**Provided entries**
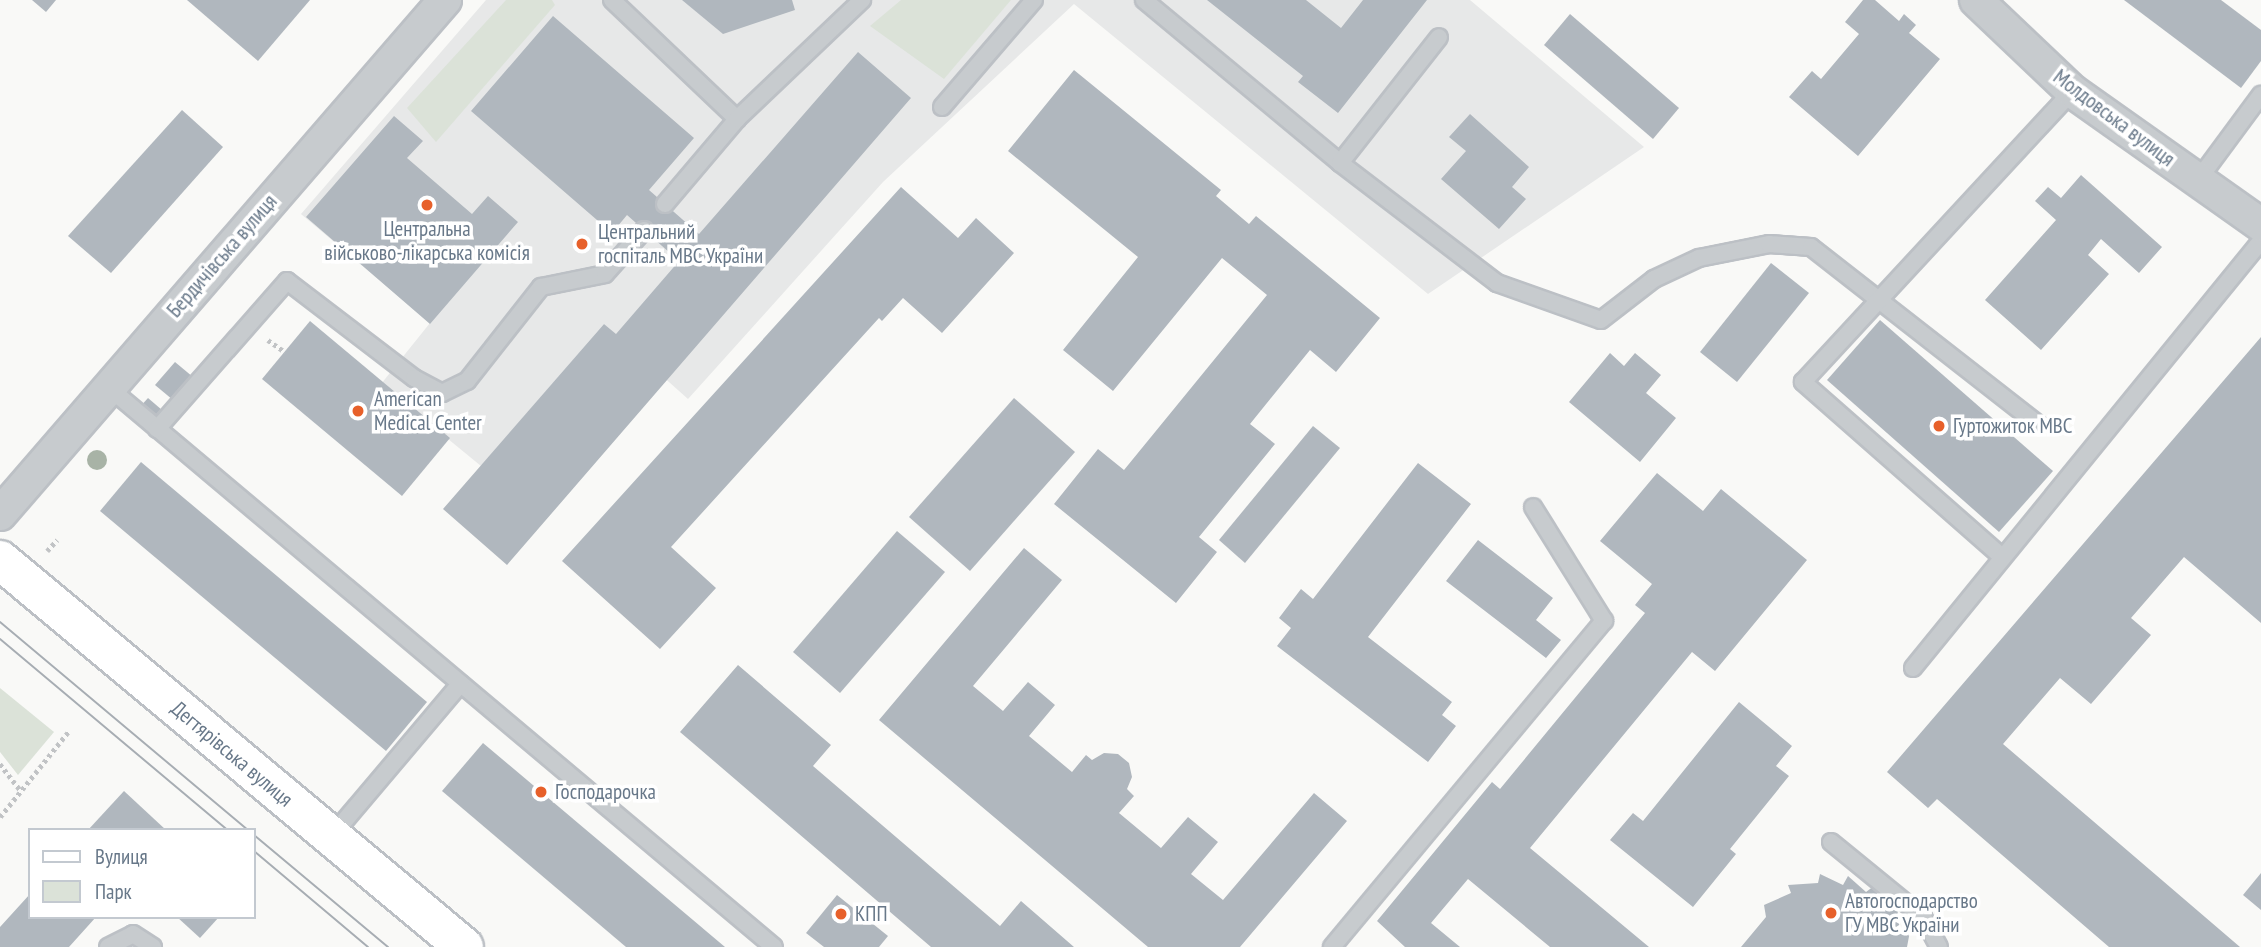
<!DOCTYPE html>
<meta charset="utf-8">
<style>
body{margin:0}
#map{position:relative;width:2261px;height:947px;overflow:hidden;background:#f9f9f7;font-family:"PT Sans Narrow",sans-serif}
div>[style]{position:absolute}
.built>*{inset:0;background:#e7e8e8}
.green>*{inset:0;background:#dbe2d8}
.building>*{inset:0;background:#b0b7be}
.path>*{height:4.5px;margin-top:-2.25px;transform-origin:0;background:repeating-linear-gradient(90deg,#c1c3c5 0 3.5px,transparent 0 7px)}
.roads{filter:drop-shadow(2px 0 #bcc0c5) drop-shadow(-2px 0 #bcc0c5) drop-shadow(0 2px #bcc0c5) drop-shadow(0 -2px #bcc0c5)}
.lane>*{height:16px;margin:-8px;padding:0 8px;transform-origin:8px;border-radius:8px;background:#c7cbce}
.street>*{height:32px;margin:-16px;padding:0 16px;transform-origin:16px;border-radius:16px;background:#c7cbce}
.secondary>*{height:38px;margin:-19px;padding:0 19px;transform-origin:19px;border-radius:19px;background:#fff}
.tram>*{height:2px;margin:-1px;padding:0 1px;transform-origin:1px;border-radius:1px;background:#a7adb3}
.trees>*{width:20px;height:20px;margin:-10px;border-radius:50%;background:#a8b3a6}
.dots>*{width:19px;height:19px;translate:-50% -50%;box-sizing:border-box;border:4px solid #fff;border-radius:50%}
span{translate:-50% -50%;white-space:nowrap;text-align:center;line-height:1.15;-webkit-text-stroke:7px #fff;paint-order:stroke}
.street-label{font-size:21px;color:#687889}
.poi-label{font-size:21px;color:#687889}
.left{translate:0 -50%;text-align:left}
.legend{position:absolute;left:28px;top:828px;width:228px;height:91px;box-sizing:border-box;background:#fff;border:2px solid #c3c9d0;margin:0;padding:9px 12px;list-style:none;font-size:21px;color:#687889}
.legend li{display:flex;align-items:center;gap:14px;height:35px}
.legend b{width:35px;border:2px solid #c3c9d0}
</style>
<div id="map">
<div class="built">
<i style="clip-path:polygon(486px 0,1470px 0,1644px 147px,1428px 294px,1074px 4px,883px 182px,688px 399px,604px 324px,481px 466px,381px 384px,430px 323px,301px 214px)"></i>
</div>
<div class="green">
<i style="clip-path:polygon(506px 0,552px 0,555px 5px,436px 142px,407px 108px)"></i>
<i style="clip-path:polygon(901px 0,1011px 0,944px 79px,870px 26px)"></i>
<i style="clip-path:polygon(0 688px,54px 732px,18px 775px,0 752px)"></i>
</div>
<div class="building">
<i style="clip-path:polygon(32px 0,56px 0,46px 12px)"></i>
<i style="clip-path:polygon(187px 0,310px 0,258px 61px)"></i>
<i style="clip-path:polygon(682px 0,792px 0,795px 10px,723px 34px)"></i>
<i style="clip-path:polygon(1207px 0,1306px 0,1341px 28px,1363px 0,1427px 0,1338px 113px,1298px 82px,1303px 76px)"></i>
<i style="clip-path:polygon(1863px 0,1875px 0,1899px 21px,1904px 14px,1916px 25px,1909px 33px,1940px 59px,1858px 156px,1789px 97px,1812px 71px,1821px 79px,1859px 34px,1845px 22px)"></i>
<i style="clip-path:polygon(2124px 0,2221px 0,2261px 30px,2261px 61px,2241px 88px)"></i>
<i style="clip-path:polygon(1570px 14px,1679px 108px,1653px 139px,1544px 45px)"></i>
<i style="clip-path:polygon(553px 16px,694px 138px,649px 190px,699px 234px,858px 52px,911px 98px,507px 565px,443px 509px,604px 324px,616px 334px,679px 261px,627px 215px,612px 233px,471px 111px)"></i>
<i style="clip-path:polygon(1074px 70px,1221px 190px,1216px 196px,1249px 224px,1256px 216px,1380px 318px,1336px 372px,1310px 350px,1250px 424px,1275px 444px,1199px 537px,1217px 552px,1176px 603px,1054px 504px,1098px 449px,1124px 470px,1267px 295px,1222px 258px,1113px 391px,1063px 350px,1138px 257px,1008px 151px)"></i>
<i style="clip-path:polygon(182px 110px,223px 147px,111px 273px,68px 236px)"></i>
<i style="clip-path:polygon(1470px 114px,1529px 167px,1512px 187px,1526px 199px,1499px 229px,1441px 179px,1466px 151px,1449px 137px)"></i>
<i style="clip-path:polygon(394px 116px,423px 141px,407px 158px,472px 214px,488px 196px,518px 222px,430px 324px,306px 217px)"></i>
<i style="clip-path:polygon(2081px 175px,2162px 247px,2139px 273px,2101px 239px,2088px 255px,2109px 274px,2041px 350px,1985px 300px,2056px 220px,2035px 201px,2048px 187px,2061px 198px)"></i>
<i style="clip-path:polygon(901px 187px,958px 238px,976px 218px,1014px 253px,942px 333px,903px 298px,882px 321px,879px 318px,671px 547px,716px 588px,660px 649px,562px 561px)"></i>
<i style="clip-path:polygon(1771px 263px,1809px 293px,1737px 382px,1700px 352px)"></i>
<i style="clip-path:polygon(1880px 320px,2053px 471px,1999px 532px,1827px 380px)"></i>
<i style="clip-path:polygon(310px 321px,450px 438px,402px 496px,262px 379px)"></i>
<i style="clip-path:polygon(2261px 337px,2261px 623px,2184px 557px,2131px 618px,2151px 635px,2091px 704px,2060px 678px,2003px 744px,2240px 947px,2109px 947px,1937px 799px,1928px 808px,1887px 772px)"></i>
<i style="clip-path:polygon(1610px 353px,1624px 366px,1635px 353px,1661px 375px,1646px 393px,1676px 418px,1640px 462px,1569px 402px)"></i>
<i style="clip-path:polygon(175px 362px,193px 377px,173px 400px,155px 385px)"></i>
<i style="clip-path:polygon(148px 398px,162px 410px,153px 420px,139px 408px)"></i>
<i style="clip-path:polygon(1014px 398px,1075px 452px,970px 571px,909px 517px)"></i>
<i style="clip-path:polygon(1313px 426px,1340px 448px,1245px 563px,1219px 540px)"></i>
<i style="clip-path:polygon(141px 462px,427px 702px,386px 751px,100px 511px)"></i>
<i style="clip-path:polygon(1418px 463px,1471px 504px,1368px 637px,1452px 702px,1442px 715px,1456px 726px,1428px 762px,1277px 646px,1291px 628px,1279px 618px,1301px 589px,1313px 599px)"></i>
<i style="clip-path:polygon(1657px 473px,1703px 511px,1721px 489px,1807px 560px,1715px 671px,1692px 652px,1530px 848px,1649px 947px,1550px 947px,1468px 879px,1431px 923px,1460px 947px,1405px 947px,1377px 921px,1492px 782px,1500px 789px,1645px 613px,1635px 605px,1652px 584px,1600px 541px)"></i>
<i style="clip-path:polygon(897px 531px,945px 572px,840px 693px,793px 652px)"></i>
<i style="clip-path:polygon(1478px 540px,1553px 598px,1536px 620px,1561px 640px,1546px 658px,1446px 581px)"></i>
<i style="clip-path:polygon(1024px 548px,1062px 580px,973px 686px,1003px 711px,1028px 682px,1055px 705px,1029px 736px,1072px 772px,1086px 755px,1092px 760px,1104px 753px,1118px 754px,1129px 763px,1132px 777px,1127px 789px,1134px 796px,1119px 813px,1161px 848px,1188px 817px,1218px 842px,1191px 874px,1223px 900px,1314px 793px,1347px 821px,1240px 947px,1148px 947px,879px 720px)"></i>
<i style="clip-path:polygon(738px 665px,831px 745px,813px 766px,1000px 926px,1021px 901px,1074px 947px,931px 947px,680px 732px)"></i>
<i style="clip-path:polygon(1739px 702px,1792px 746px,1776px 766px,1789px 776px,1730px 849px,1736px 854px,1693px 907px,1610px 840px,1633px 813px,1643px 821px)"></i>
<i style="clip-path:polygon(483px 743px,725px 947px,626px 947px,442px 791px)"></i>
<i style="clip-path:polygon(124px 791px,166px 830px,88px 830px)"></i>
<i style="clip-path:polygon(2261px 873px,2261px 910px,2243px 895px)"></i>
<i style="clip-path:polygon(1820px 874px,1843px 885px,1848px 876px,1866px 892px,1874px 886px,1885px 909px,1897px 906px,1900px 932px,1910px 931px,1907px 947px,1741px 947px,1766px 917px,1764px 905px,1791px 893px,1788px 885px,1818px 883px)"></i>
<i style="clip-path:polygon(30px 894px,30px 917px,96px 917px,69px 947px,0 947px,0 927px)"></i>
<i style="clip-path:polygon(837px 895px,888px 936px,879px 947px,824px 947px,806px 933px)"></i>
<i style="clip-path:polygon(177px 917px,219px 917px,200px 938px)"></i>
</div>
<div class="path">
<i style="left:268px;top:340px;width:21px;rotate:35deg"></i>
<i style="left:47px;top:551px;width:15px;rotate:-48deg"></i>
<i style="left:0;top:764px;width:34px;rotate:52deg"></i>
<i style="left:0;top:817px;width:110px;rotate:-51.3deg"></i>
</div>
<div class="roads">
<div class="lane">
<i style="left:612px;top:0;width:173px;rotate:43.6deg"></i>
<i style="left:1144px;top:0;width:255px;rotate:39.7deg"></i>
<i style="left:1340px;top:163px;width:198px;rotate:37.4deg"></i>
<i style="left:1497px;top:283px;width:110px;rotate:19.6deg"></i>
<i style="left:1601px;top:320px;width:67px;rotate:-37.7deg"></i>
<i style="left:1654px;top:279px;width:50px;rotate:-25deg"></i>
<i style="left:1699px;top:258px;width:71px;rotate:-11.3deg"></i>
<i style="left:1769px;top:244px;width:42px;rotate:4.1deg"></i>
<i style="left:1811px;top:247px;width:289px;rotate:38deg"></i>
<i style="left:942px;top:107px;width:141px;rotate:-49.3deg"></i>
<i style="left:1340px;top:163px;width:160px;rotate:-51.8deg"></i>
<i style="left:2198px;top:180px;width:106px;rotate:-53.5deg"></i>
<i style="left:665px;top:204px;width:111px;rotate:-49.7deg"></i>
<i style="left:737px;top:119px;width:173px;rotate:-43.6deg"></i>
<i style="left:108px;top:387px;width:870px;rotate:40.06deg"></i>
<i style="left:157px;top:429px;width:197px;rotate:-48.7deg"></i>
<i style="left:287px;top:281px;width:160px;rotate:37.4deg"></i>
<i style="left:414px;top:378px;width:32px;rotate:28deg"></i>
<i style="left:442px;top:393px;width:28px;rotate:-26deg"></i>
<i style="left:467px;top:381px;width:120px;rotate:-51.8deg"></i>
<i style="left:541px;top:287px;width:65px;rotate:-11.5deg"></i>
<i style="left:605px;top:274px;width:59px;rotate:-48.4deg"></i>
<i style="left:2001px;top:556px;width:264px;rotate:-138.7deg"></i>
<i style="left:1803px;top:382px;width:396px;rotate:-47.2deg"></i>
<i style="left:1913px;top:668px;width:551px;rotate:-50.82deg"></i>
<i style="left:330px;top:838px;width:202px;rotate:-49.8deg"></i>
<i style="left:1831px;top:842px;width:119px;rotate:39.2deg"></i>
<i style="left:1923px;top:917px;width:34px;rotate:62deg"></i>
<i style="left:108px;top:947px;width:28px;rotate:-27deg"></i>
<i style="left:133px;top:934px;width:24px;rotate:33deg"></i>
<i style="left:1332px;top:947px;width:425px;rotate:-50.2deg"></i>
<i style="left:1604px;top:621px;width:134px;rotate:-121.9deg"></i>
</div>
<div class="street">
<i style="left:1976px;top:0;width:132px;rotate:43.5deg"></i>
<i style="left:2072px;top:91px;width:232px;rotate:35.3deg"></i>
<i style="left:0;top:514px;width:680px;rotate:-49.12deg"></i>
</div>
<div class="secondary">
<i style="left:0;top:560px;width:604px;rotate:39.83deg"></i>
</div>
</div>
<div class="tram">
<i style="left:0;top:622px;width:324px;rotate:40deg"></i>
<i style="left:0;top:639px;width:297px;rotate:40deg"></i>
<i style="left:254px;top:835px;width:175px;rotate:39.9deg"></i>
<i style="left:254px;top:851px;width:149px;rotate:40.1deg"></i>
</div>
<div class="trees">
<i style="left:97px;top:460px"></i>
</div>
<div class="dots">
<i style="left:427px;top:205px;background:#e7602a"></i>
<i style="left:582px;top:244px;background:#e7602a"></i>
<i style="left:358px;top:411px;background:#e7602a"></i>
<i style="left:1939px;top:426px;background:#e7602a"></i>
<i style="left:541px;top:792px;background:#e7602a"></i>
<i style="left:1831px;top:913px;background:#e7602a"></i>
<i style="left:841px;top:914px;background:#e7602a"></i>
</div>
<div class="street-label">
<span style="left:2114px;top:118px;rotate:37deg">Молдовська вулиця</span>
<span style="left:222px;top:256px;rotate:-49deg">Бердичівська вулиця</span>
<span style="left:232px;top:754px;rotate:40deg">Дегтярівська вулиця</span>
</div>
<div class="poi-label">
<span style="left:427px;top:241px">Центральна<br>військово-лікарська комісія</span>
<span class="left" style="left:598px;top:244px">Центральний<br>госпіталь МВС України</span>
<span class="left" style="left:374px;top:411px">American<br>Medical Center</span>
<span class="left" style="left:1953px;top:426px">Гуртожиток МВС</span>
<span class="left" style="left:555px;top:792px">Господарочка</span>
<span class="left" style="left:1845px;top:913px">Автогосподарство<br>ГУ МВС України</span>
<span class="left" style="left:855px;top:914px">КПП</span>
</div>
<ul class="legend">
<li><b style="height:9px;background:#fff"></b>Вулиця</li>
<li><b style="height:19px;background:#dbe2d8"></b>Парк</li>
</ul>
</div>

**Aim of the task**
Pictures excluded, repeat exactly the lines from the top of the material through the line with "0 #bcc0c5) drop-shadow(-2px", including both of those lines.

**Task result**
<!DOCTYPE html>
<meta charset="utf-8">
<style>
body{margin:0}
#map{position:relative;width:2261px;height:947px;overflow:hidden;background:#f9f9f7;font-family:"PT Sans Narrow",sans-serif}
div>[style]{position:absolute}
.built>*{inset:0;background:#e7e8e8}
.green>*{inset:0;background:#dbe2d8}
.building>*{inset:0;background:#b0b7be}
.path>*{height:4.5px;margin-top:-2.25px;transform-origin:0;background:repeating-linear-gradient(90deg,#c1c3c5 0 3.5px,transparent 0 7px)}
.roads{filter:drop-shadow(2px 0 #bcc0c5) drop-shadow(-2px 0 #bcc0c5) drop-shadow(0 2px #bcc0c5) drop-shadow(0 -2px #bcc0c5)}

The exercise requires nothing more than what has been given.